WHAT IS NEEDED
Write the data out in full and word for word. Do not include images.

Stored items:
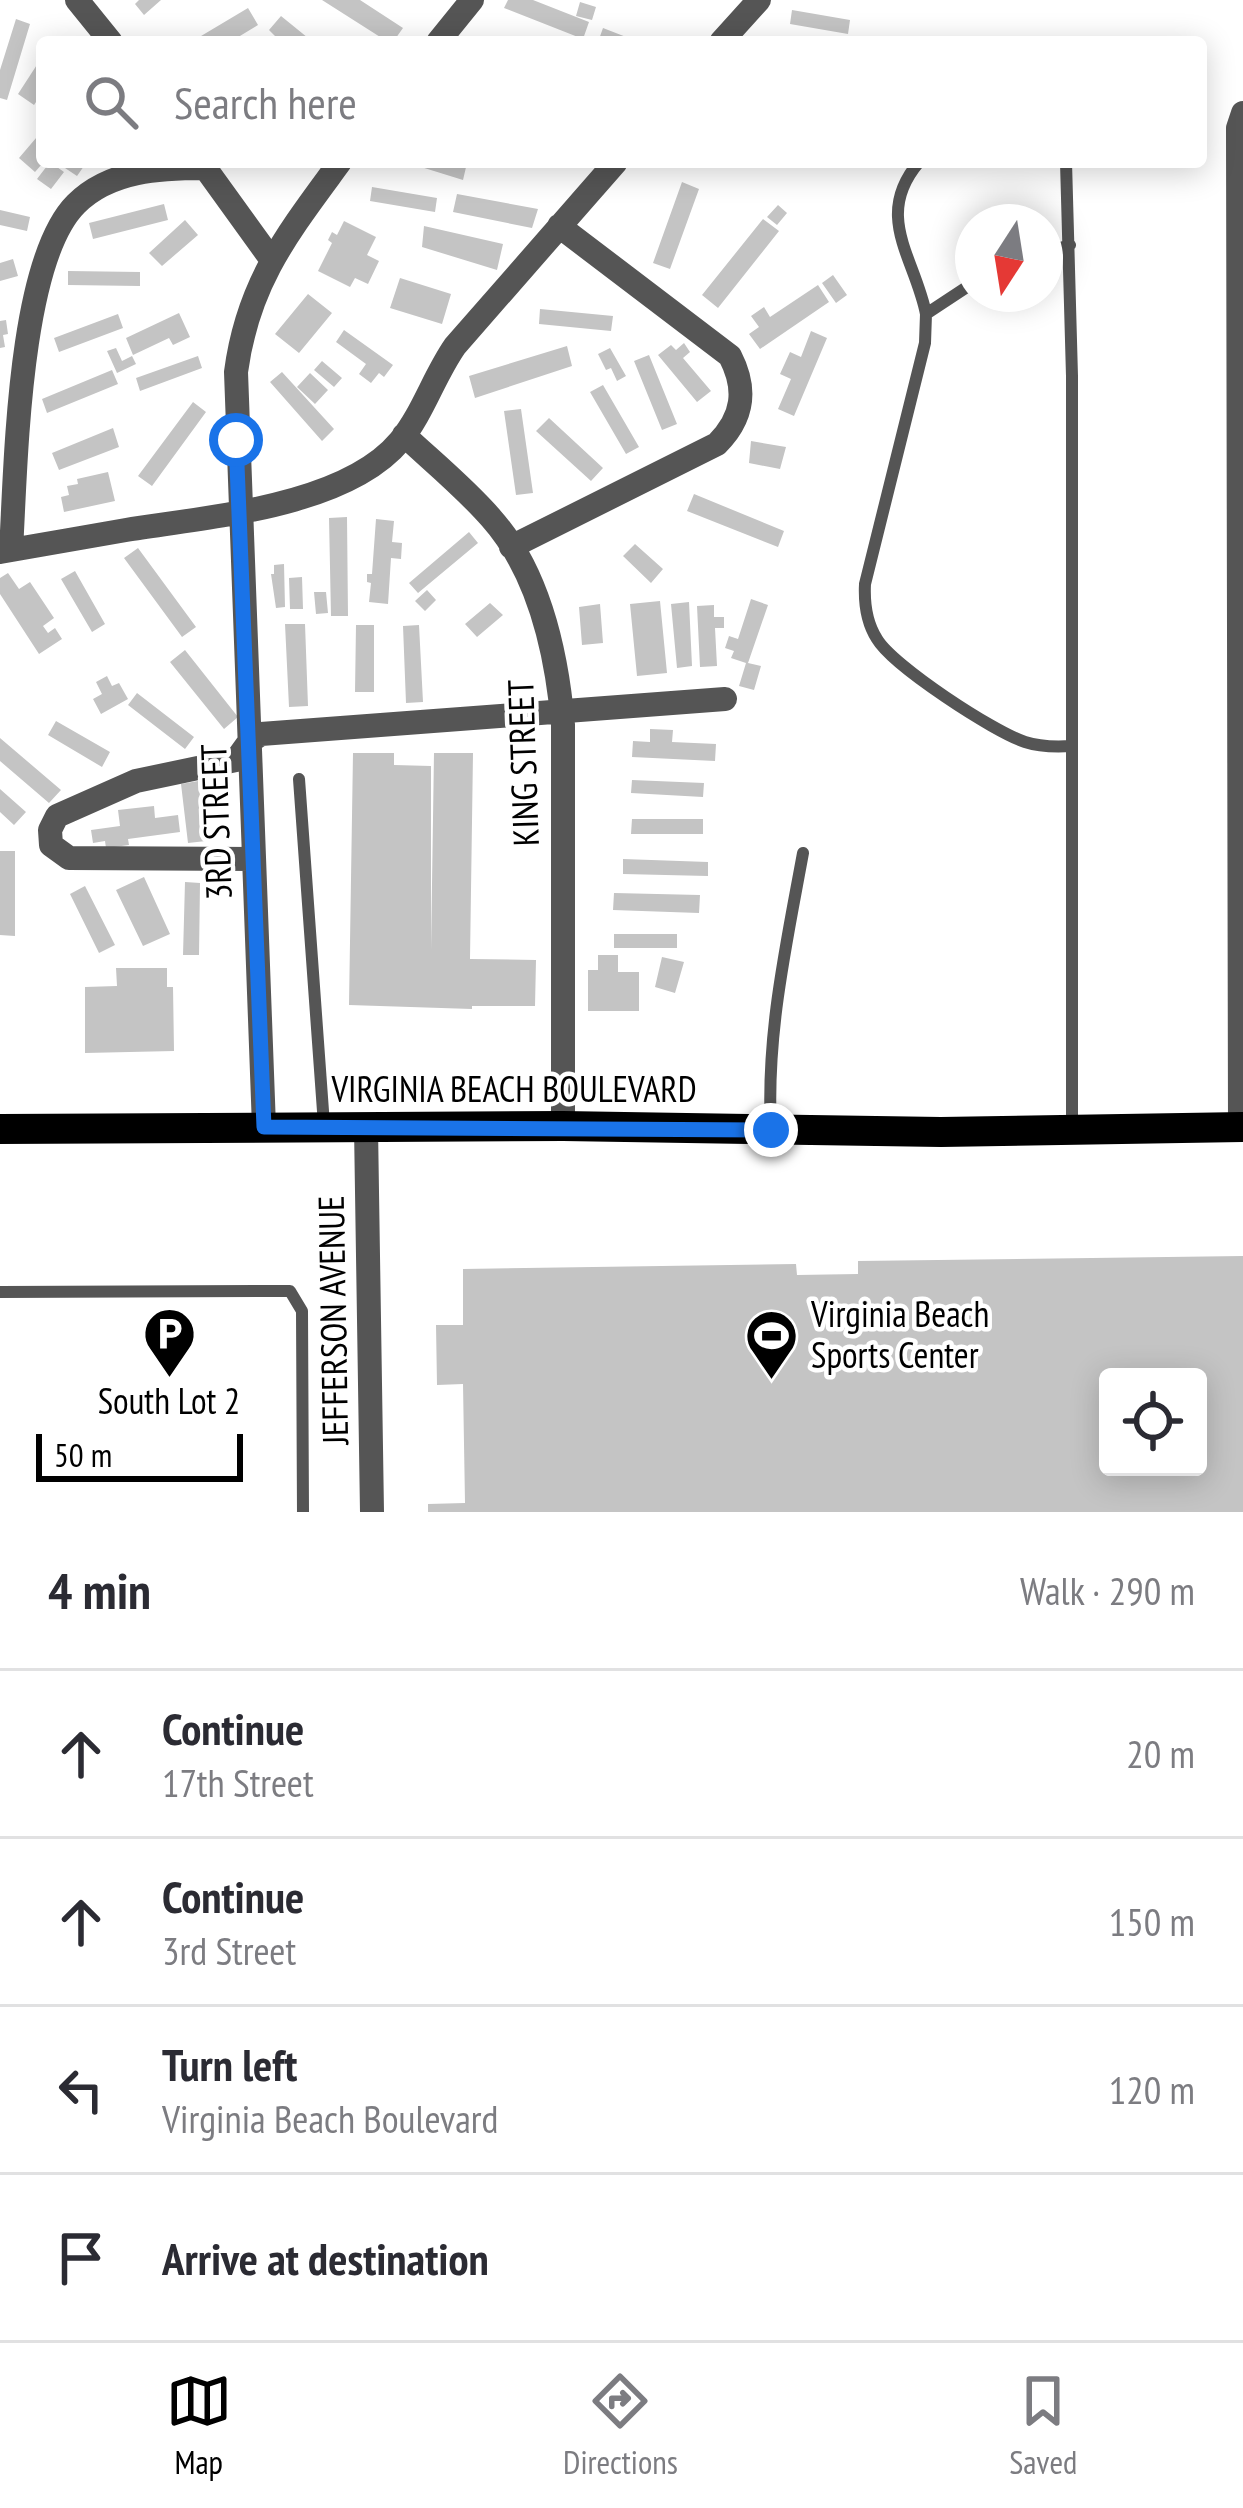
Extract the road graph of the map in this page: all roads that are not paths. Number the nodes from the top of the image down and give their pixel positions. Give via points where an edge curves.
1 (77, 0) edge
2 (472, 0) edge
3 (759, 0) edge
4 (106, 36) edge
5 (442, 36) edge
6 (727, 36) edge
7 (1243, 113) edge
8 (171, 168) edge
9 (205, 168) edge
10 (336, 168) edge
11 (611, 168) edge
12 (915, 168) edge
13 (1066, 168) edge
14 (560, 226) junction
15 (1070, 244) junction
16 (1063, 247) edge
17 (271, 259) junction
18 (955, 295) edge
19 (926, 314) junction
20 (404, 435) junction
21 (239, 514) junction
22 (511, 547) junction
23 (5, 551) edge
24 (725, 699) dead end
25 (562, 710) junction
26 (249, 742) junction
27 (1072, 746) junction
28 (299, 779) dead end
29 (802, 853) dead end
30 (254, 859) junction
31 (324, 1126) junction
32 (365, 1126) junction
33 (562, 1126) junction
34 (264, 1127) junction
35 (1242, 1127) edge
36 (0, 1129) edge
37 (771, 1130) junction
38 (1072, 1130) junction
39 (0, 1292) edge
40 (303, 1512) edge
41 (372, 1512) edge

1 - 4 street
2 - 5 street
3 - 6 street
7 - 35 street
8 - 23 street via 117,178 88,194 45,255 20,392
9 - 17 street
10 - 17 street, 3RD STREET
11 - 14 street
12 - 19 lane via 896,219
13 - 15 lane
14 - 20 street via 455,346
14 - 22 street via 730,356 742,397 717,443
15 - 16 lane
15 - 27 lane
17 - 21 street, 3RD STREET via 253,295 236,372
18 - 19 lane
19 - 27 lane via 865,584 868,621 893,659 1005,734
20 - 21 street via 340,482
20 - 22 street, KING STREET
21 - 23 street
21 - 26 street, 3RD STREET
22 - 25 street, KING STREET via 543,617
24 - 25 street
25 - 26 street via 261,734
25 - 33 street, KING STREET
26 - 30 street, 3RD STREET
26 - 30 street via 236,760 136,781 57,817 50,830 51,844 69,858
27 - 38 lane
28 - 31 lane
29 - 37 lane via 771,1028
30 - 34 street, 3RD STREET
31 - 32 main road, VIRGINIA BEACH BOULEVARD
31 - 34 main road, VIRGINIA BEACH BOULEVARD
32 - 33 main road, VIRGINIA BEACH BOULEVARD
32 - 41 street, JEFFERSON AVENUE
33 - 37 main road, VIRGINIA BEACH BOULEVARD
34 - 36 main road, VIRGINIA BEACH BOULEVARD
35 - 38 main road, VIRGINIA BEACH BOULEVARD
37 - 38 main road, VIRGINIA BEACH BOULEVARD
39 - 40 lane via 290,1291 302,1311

EXERCISE SOLUTION
Extract the road graph of the map in this page: all roads that are not paths. Number the nodes from the top of the image down and give their pixel positions. Give via points where an edge curves.
1 (77, 0) edge
2 (472, 0) edge
3 (759, 0) edge
4 (106, 36) edge
5 (442, 36) edge
6 (727, 36) edge
7 (1243, 113) edge
8 (171, 168) edge
9 (205, 168) edge
10 (336, 168) edge
11 (611, 168) edge
12 (915, 168) edge
13 (1066, 168) edge
14 (560, 226) junction
15 (1070, 244) junction
16 (1063, 247) edge
17 (271, 259) junction
18 (955, 295) edge
19 (926, 314) junction
20 (404, 435) junction
21 (239, 514) junction
22 (511, 547) junction
23 (5, 551) edge
24 (725, 699) dead end
25 (562, 710) junction
26 (249, 742) junction
27 (1072, 746) junction
28 (299, 779) dead end
29 (802, 853) dead end
30 (254, 859) junction
31 (324, 1126) junction
32 (365, 1126) junction
33 (562, 1126) junction
34 (264, 1127) junction
35 (1242, 1127) edge
36 (0, 1129) edge
37 (771, 1130) junction
38 (1072, 1130) junction
39 (0, 1292) edge
40 (303, 1512) edge
41 (372, 1512) edge

1 - 4 street
2 - 5 street
3 - 6 street
7 - 35 street
8 - 23 street via 117,178 88,194 45,255 20,392
9 - 17 street
10 - 17 street, 3RD STREET
11 - 14 street
12 - 19 lane via 896,219
13 - 15 lane
14 - 20 street via 455,346
14 - 22 street via 730,356 742,397 717,443
15 - 16 lane
15 - 27 lane
17 - 21 street, 3RD STREET via 253,295 236,372
18 - 19 lane
19 - 27 lane via 865,584 868,621 893,659 1005,734
20 - 21 street via 340,482
20 - 22 street, KING STREET
21 - 23 street
21 - 26 street, 3RD STREET
22 - 25 street, KING STREET via 543,617
24 - 25 street
25 - 26 street via 261,734
25 - 33 street, KING STREET
26 - 30 street, 3RD STREET
26 - 30 street via 236,760 136,781 57,817 50,830 51,844 69,858
27 - 38 lane
28 - 31 lane
29 - 37 lane via 771,1028
30 - 34 street, 3RD STREET
31 - 32 main road, VIRGINIA BEACH BOULEVARD
31 - 34 main road, VIRGINIA BEACH BOULEVARD
32 - 33 main road, VIRGINIA BEACH BOULEVARD
32 - 41 street, JEFFERSON AVENUE
33 - 37 main road, VIRGINIA BEACH BOULEVARD
34 - 36 main road, VIRGINIA BEACH BOULEVARD
35 - 38 main road, VIRGINIA BEACH BOULEVARD
37 - 38 main road, VIRGINIA BEACH BOULEVARD
39 - 40 lane via 290,1291 302,1311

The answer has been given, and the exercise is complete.